_Aim of the task_
Find the lines below in which the string "Героев" occurs. Copy each one.

_Input material_

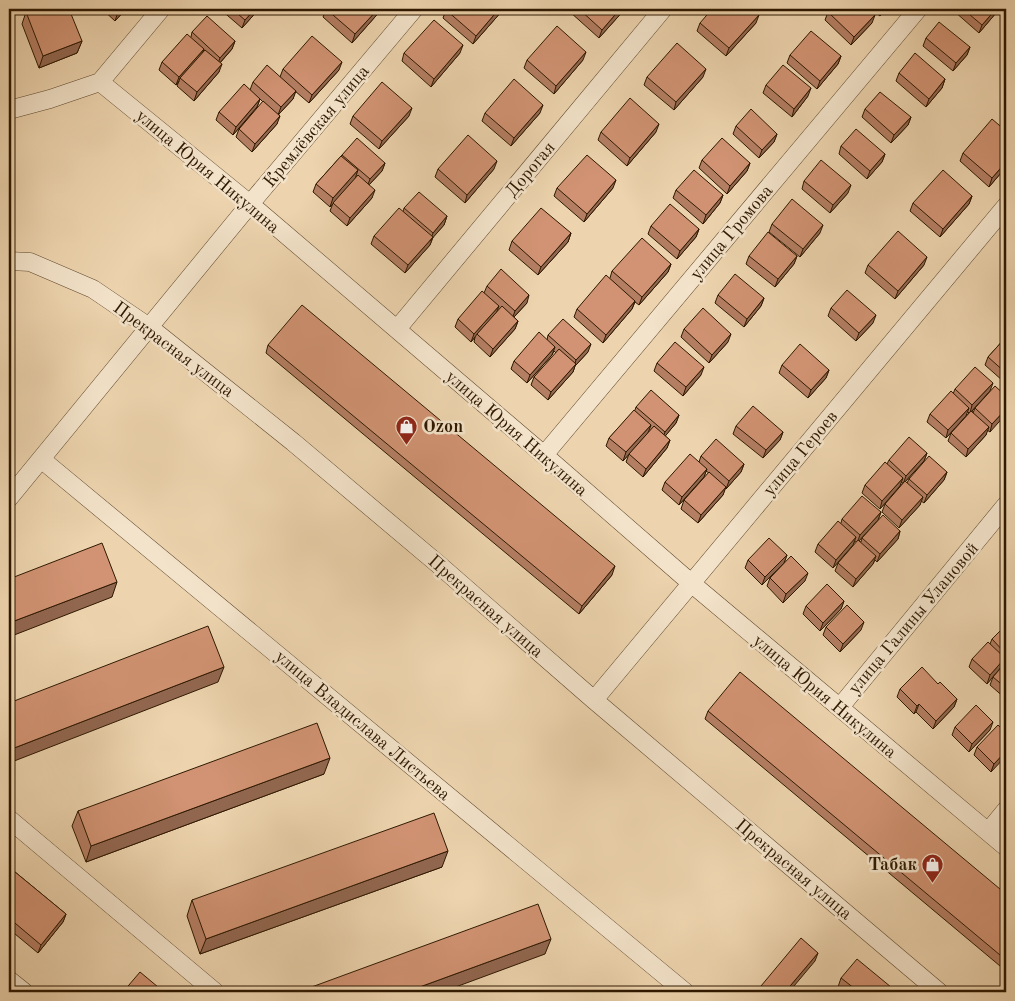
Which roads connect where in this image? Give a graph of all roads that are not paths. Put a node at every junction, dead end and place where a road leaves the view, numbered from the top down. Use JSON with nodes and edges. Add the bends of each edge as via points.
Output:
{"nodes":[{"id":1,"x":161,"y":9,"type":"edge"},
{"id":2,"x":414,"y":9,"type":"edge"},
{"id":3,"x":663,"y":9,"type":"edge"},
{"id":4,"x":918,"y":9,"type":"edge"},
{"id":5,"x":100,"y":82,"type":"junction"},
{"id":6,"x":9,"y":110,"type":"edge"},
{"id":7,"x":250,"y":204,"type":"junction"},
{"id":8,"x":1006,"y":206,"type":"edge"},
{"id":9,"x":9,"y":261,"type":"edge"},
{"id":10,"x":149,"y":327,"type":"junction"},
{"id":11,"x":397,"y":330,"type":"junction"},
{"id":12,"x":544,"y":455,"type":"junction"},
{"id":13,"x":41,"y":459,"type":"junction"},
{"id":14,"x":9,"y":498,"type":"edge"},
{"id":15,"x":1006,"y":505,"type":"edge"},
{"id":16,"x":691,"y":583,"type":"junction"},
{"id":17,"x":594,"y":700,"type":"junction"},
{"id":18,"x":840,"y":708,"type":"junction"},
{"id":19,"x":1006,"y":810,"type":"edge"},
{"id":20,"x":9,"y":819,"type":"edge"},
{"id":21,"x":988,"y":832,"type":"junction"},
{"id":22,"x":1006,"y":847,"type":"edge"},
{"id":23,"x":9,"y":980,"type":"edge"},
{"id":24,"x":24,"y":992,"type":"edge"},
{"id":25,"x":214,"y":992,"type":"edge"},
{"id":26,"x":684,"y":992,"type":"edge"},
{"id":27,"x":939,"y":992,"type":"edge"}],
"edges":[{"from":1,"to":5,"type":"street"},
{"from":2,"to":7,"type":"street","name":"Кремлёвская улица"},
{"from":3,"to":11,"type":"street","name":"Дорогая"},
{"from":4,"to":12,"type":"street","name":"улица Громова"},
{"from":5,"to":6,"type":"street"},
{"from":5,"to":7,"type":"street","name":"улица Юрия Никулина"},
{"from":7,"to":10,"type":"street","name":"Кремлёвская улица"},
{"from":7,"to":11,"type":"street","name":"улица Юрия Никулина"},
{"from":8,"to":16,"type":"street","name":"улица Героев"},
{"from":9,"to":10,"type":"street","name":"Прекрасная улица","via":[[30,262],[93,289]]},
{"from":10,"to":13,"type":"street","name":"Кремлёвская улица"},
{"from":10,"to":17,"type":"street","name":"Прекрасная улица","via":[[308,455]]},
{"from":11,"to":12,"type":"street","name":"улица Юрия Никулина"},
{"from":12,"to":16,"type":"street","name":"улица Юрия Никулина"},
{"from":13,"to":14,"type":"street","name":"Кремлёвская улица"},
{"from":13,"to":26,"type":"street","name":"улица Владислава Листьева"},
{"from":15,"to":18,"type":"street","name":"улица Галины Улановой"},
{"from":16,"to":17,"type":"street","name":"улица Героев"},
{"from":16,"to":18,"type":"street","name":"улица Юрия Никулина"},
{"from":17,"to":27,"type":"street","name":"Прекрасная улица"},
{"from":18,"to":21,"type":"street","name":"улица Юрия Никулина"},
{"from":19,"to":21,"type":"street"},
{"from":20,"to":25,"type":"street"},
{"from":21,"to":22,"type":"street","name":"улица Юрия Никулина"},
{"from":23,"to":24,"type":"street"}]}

_Answer below_
{"from":8,"to":16,"type":"street","name":"улица Героев"},
{"from":16,"to":17,"type":"street","name":"улица Героев"},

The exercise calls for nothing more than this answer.